BOECHAT NÃO MAIS ALEGRARÁ NOSSAS MANHÃS



F
aleceu hoje, em um acidente de helicóptero, provavelmente um jornalistas mais irreverente e popular em ação, do tipo raro admirado por “gregos e troianos”. Aos 66 anos, o jornalista tinha mais gás que muito garoto para exercer seu ofício, praticamente “morando no trabalho”, ao qual chegava antes das 7 e saia mais que metade do dia depois. Gostaria de poder entregar um relato rico como muitos colegas e amigos de profissão como William Bonner, William Wack, Cid Moreira, Mirian Leitão (sem sessão espírita dessa vez) ou mesmo seus companheiros diários de rádio deram. De minha parte eu era mais um cara acordando atrasado, num sofá, começando o dia como toda as críticas ácidas – e muito bem aplicadas – que o “careca” aplicava sobre os mais diversos, fosse contra Trump, Obama, Lula, Bolsonaro, Dilma, a copa de 2014, STF e seus arroubos autoritários, Lava Jato, Malafaia (com direito a franca resposta em vídeo abaixo) o que fosse.

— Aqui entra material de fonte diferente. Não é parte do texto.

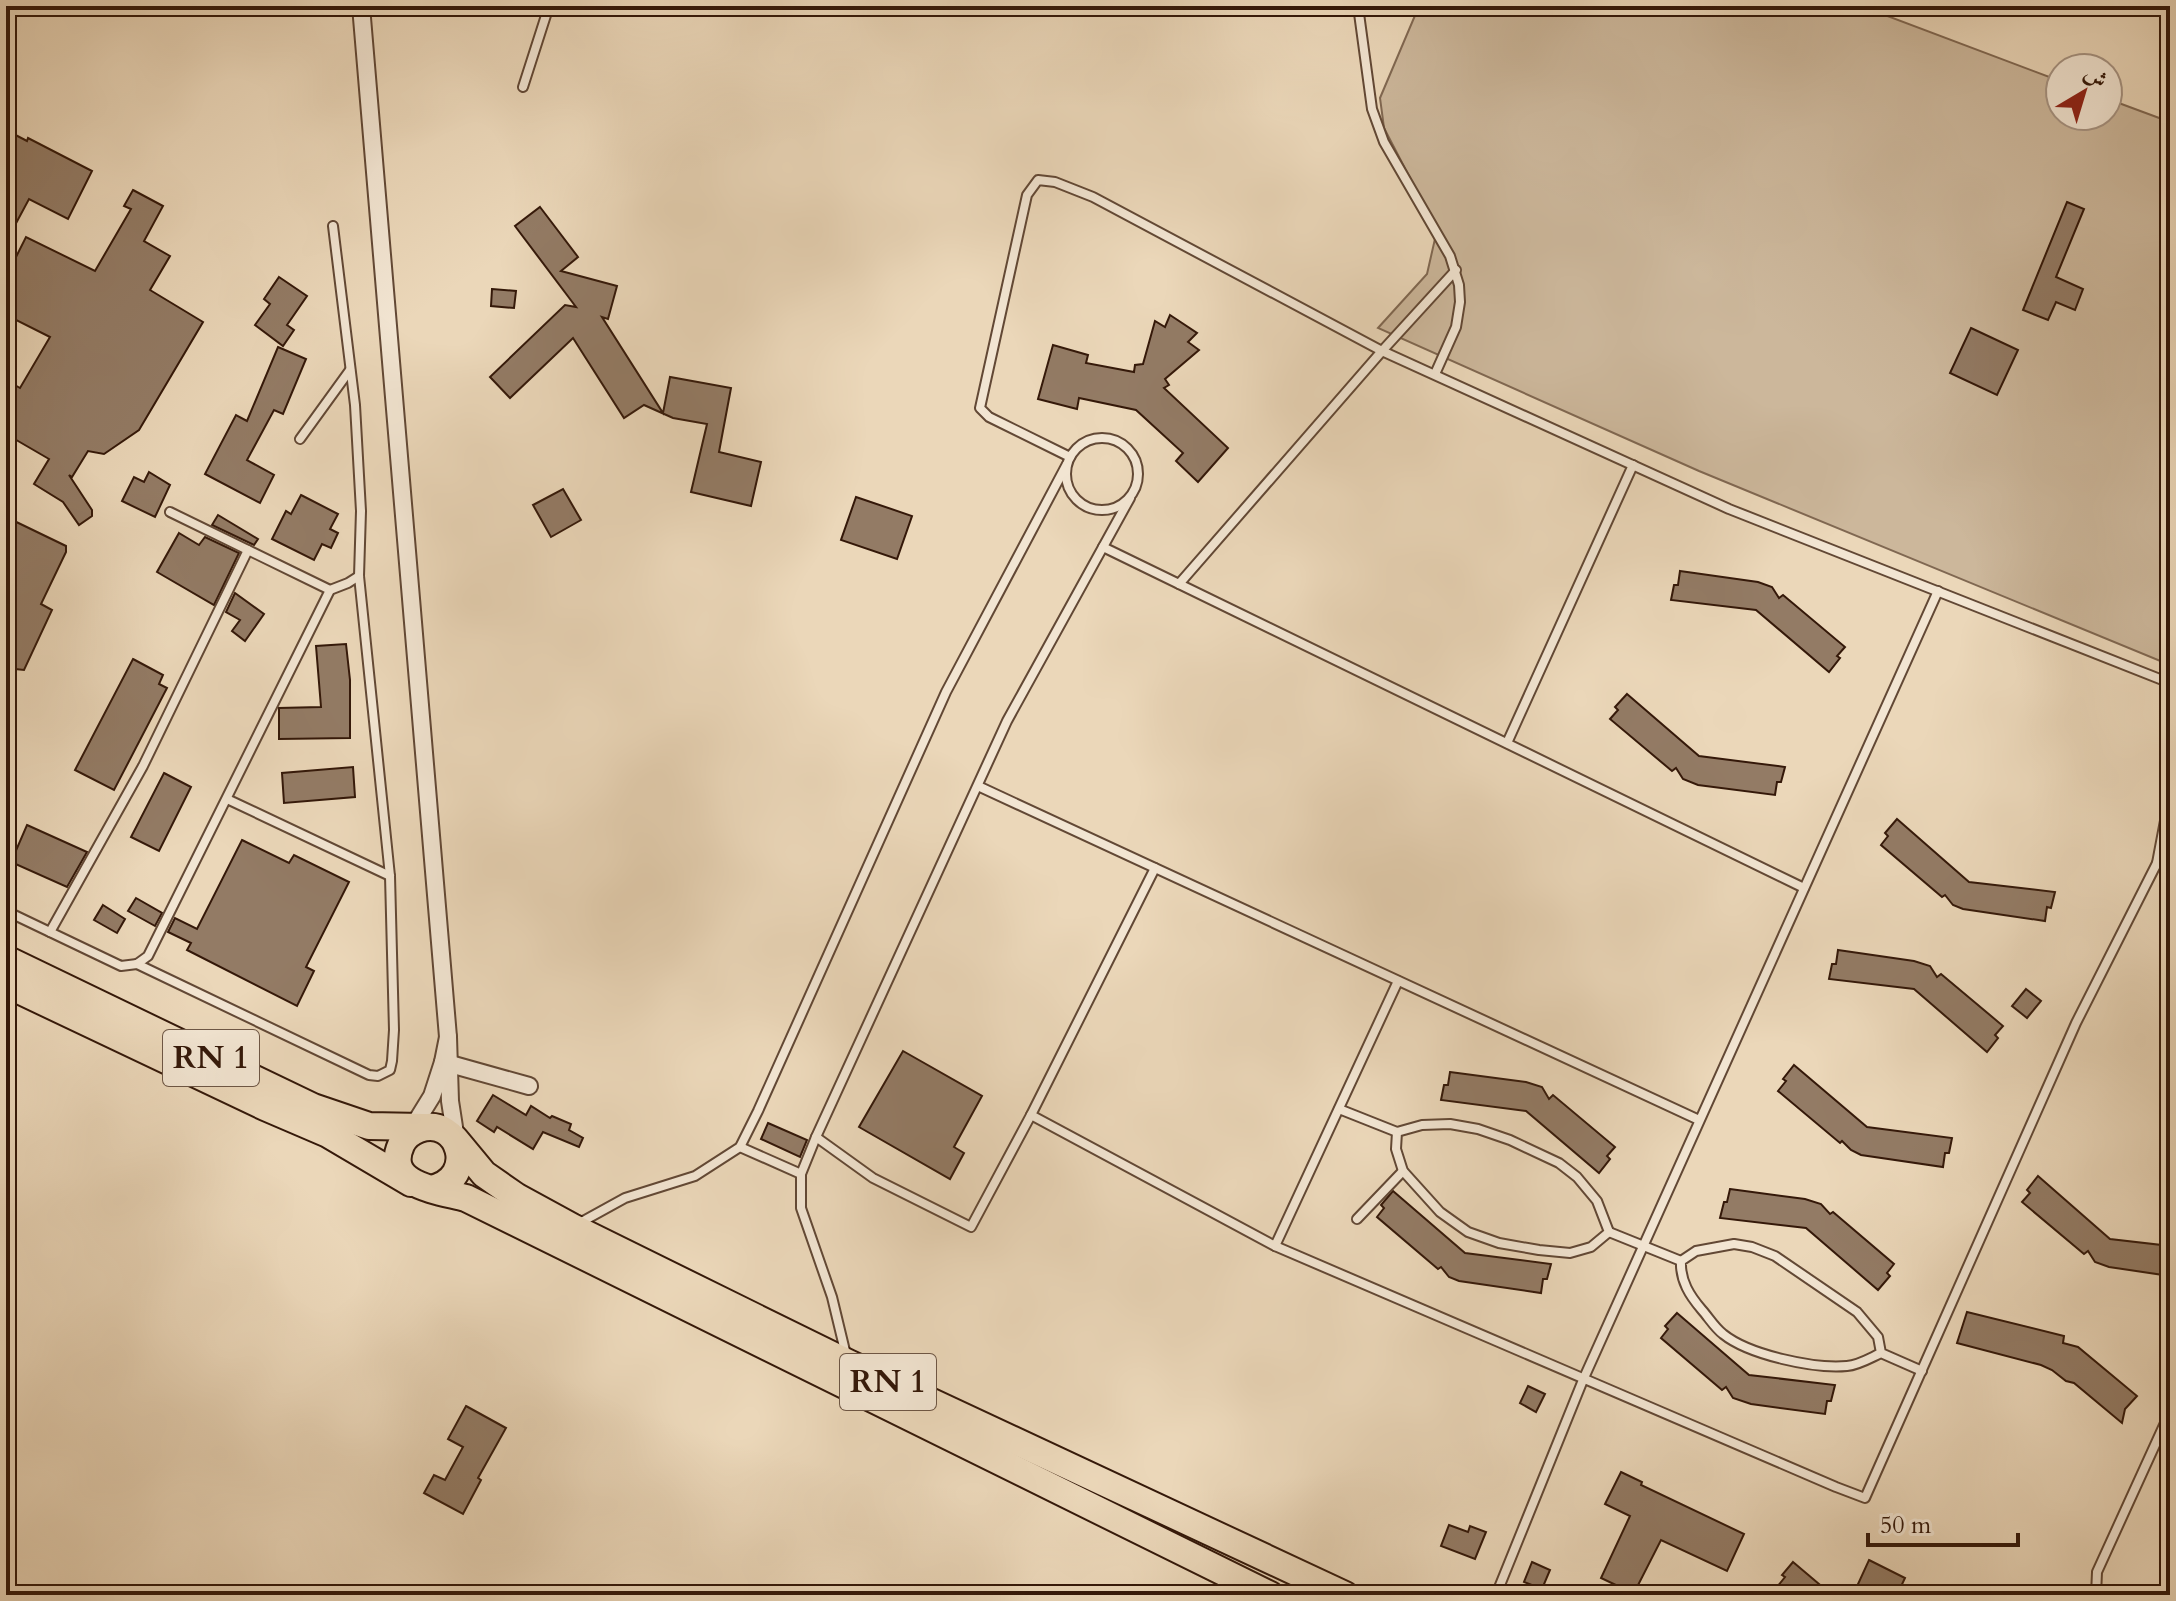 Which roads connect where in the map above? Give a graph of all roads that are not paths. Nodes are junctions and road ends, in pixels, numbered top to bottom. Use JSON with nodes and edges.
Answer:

Por mais que muito pretenso “militante de direita delirante” na internet tentasse diminuir sua figura apenas o chamando de “comunista” ou “Boechato”, apenas assinalava que o papel de todo bom questionador estava sendo feito em sua excelência, o primário e eterno “colocar o dedo na ferida”.



 Não que fosse impecável, ninguém o é, ainda mais se tratando de um profissional cujas funções envolvem diário e intenso estudo para articular sobre fatos, muitos os quais podem ser “revertidos” e se descobrirem “meias-verdades”. Boechat, por mais severo que fosse, se mostrava esperançoso (assim como eu) pelo brasileiro, mesmo que nas duras penas, está começando a se atentar tanto na escalação de ministros do governo, quanto de nossa suprema corte, com a mesma atenção que dava outrora a seleção brasileira de futebol. Por mais que tivesse uma posição de centro-esquerda, não se portava de maneira alienante, seletivo em ver falhas. A veracidade no que é apurado por um jornalista deve suplantar sua ideologia, ao que via da regra se aplicava ao velho Ricardo.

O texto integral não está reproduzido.